Third, technological development has created new opportunities for surveillance and espionage that evade existing regulatory and normative frameworks. Intelligence services and the private sector can exploit this grey area by supporting the development of new markets, such as the one for commercial spyware. While there is a legal case for lawful interception, accountability is challenging since these tools require secrecy to be effective. This puts civil society in peril, as illustrated by the controversies around spyware providers like FinFisher, Hacking Team and NSO Group selling capabilities on par with leading intelligence agencies to several authoritarian regimes.

Fourth, a misplaced focus on developing technological solutions when the majority of compromises in fact rely on social engineering techniques. While initiatives like the Vulnerabilities Equity Process (VEP) in the US are a potentially promising way to regulate disclosure of technical vulnerabilities, it misses the growing use of social engineering techniques that exploit vulnerabilities in behavior—such as curiosity, the human propensity to trust and socialize, and lack of care in opening email attachments. Regulating technology alone thus misses the majority of threats. In most attacks on civil society more effort is spent on effective social engineering used to trick targets into opening a malicious attachment or link rather than exploiting vulnerabilities in the technology itself, which is more expensive.

Fifth it is hard to quantify the effect of espionage on targeted CSOs, especially over the long-term. The effects of attacks on corporations and government agencies can be quantitatively measured in terms of financial losses and the amount of sensitive data being exfiltrated. Compromises affecting CSOs rarely result in financial damage, but rather arrests and persecution of the targeted individuals and their family members, as well as more long-term effects eroding trust within a community as individuals’ accounts are compromised and used to spread malware over social networks.

Sixth, there is no one-size-fits-all solution to mitigating the threat to CSOs. Each community is threatened and targeted differently. Tibetan diaspora organizations targeted by Chinese threat groups may face significantly different types of threats than Syrian opposition members targeted by both the regime and other non-state groups.

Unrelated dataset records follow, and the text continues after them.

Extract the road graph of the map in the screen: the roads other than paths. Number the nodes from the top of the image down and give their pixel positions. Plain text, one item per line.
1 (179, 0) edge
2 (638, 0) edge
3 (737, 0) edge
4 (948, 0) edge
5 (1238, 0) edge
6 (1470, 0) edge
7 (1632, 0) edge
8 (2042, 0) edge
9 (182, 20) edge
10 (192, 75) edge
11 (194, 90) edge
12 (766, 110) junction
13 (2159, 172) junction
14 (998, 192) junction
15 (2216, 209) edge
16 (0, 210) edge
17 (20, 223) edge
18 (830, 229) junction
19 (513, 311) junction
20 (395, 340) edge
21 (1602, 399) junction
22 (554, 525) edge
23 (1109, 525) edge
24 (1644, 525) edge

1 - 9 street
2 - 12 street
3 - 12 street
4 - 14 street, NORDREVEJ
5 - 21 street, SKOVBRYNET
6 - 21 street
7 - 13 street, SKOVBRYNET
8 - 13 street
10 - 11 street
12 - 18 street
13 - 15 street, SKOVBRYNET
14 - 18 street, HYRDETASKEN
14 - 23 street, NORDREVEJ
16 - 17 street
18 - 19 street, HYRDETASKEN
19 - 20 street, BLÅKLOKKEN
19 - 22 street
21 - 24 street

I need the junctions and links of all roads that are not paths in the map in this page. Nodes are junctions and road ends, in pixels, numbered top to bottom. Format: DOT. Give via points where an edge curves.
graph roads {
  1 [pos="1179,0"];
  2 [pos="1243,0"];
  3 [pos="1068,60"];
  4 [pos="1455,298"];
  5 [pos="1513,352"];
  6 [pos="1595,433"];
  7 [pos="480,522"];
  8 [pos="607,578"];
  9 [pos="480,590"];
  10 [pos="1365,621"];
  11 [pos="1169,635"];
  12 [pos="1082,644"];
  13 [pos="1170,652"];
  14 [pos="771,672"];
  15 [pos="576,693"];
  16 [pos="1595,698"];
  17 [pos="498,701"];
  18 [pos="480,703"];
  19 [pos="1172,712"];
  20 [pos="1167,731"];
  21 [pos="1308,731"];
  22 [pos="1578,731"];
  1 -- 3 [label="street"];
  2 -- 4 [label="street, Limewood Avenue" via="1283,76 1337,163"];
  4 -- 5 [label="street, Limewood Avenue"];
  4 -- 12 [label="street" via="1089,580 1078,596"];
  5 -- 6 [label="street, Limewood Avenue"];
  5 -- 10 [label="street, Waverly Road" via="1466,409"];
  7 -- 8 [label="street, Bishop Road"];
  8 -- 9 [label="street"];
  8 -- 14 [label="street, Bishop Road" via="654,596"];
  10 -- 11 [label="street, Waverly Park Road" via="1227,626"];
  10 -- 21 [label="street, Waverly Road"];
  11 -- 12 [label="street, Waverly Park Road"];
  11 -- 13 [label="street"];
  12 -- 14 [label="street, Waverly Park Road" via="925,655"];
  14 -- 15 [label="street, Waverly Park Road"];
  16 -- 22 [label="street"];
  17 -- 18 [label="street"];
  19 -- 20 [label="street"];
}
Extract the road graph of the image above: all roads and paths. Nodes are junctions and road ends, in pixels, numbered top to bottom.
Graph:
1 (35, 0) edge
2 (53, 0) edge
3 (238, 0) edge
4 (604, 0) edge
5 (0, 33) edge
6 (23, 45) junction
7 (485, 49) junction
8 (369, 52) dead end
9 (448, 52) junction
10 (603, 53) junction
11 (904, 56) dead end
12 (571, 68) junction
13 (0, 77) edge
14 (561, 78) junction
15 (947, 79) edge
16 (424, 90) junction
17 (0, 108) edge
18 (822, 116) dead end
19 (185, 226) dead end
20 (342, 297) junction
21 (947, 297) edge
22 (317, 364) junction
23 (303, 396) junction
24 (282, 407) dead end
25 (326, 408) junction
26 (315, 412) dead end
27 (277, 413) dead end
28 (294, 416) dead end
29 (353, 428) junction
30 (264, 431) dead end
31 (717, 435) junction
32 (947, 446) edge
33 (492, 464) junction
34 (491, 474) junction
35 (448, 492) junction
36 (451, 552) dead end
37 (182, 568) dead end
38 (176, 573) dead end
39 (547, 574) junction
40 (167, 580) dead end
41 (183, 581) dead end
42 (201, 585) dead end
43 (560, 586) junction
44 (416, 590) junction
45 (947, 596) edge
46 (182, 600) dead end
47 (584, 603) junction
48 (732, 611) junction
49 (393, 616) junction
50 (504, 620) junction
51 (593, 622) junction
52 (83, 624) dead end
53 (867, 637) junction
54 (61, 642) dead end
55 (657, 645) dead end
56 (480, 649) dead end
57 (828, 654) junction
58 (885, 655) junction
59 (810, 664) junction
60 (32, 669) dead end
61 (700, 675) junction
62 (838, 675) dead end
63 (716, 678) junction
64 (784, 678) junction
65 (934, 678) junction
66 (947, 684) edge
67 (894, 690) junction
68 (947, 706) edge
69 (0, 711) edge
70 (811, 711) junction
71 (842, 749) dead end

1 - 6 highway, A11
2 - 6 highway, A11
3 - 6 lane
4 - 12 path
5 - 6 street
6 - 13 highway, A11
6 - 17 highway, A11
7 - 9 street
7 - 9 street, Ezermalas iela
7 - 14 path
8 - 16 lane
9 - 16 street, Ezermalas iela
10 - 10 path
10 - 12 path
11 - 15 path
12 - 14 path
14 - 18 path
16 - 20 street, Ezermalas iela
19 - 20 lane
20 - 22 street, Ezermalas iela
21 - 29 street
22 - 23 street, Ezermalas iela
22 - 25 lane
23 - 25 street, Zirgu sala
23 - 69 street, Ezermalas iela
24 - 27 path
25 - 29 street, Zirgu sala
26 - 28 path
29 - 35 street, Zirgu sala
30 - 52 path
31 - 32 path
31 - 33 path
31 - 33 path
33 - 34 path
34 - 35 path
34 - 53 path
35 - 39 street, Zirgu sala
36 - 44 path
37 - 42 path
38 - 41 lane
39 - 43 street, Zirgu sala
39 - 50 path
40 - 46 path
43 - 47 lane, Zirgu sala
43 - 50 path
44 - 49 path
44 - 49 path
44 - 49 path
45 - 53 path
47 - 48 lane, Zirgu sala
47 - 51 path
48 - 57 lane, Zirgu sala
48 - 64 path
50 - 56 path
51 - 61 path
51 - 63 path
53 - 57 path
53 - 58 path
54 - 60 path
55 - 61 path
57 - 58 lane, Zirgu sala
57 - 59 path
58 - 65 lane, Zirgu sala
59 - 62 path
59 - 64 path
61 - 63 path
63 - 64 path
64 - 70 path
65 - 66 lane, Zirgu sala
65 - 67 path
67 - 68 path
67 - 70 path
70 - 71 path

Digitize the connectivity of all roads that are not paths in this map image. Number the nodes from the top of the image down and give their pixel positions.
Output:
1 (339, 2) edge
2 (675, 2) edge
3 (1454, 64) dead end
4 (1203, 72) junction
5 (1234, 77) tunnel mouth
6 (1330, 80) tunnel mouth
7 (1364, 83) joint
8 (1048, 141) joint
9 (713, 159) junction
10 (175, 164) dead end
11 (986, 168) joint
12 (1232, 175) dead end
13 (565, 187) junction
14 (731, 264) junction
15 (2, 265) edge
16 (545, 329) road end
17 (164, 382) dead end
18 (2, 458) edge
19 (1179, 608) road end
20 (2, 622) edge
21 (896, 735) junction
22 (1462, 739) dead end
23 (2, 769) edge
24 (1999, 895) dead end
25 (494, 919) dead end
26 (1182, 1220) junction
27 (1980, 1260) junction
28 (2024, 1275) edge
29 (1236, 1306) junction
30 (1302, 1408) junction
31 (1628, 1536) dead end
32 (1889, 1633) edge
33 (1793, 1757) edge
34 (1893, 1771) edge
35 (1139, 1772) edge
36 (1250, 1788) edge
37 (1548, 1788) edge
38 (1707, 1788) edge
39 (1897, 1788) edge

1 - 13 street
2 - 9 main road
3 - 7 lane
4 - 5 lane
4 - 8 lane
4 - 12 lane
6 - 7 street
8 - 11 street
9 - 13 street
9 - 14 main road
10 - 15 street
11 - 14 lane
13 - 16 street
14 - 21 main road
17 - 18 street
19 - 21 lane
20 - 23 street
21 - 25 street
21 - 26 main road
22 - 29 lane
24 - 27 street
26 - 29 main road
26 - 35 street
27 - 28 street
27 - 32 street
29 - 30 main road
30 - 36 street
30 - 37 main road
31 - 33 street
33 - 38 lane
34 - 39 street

There are no easy answers to any of these challenges. Nevertheless, there are a few steps that grant-making organizations, policymakers, and tech companies could take to improve the cybersecurity of CSOs. First, grant-making organizations could provide more funding to conduct additional research on the threat to CSOs. Second, governments could call out countries that conduct cyber operations against civil society groups, analogous to what the Five Eyes and others did in calling out Russia over the NotPetya ransomware incident. They should also regulate the commercial spyware industry to curb its use against human rights advocates. Third, establishing increased accountability mechanisms for the commercial spyware industry to identify and curb the use of these products against civil society. Finally, private companies should develop strategies that increase the adoption of security features (such as multi-factor authentication) to raise the cybersecurity standard for targeted and vulnerable CSOs.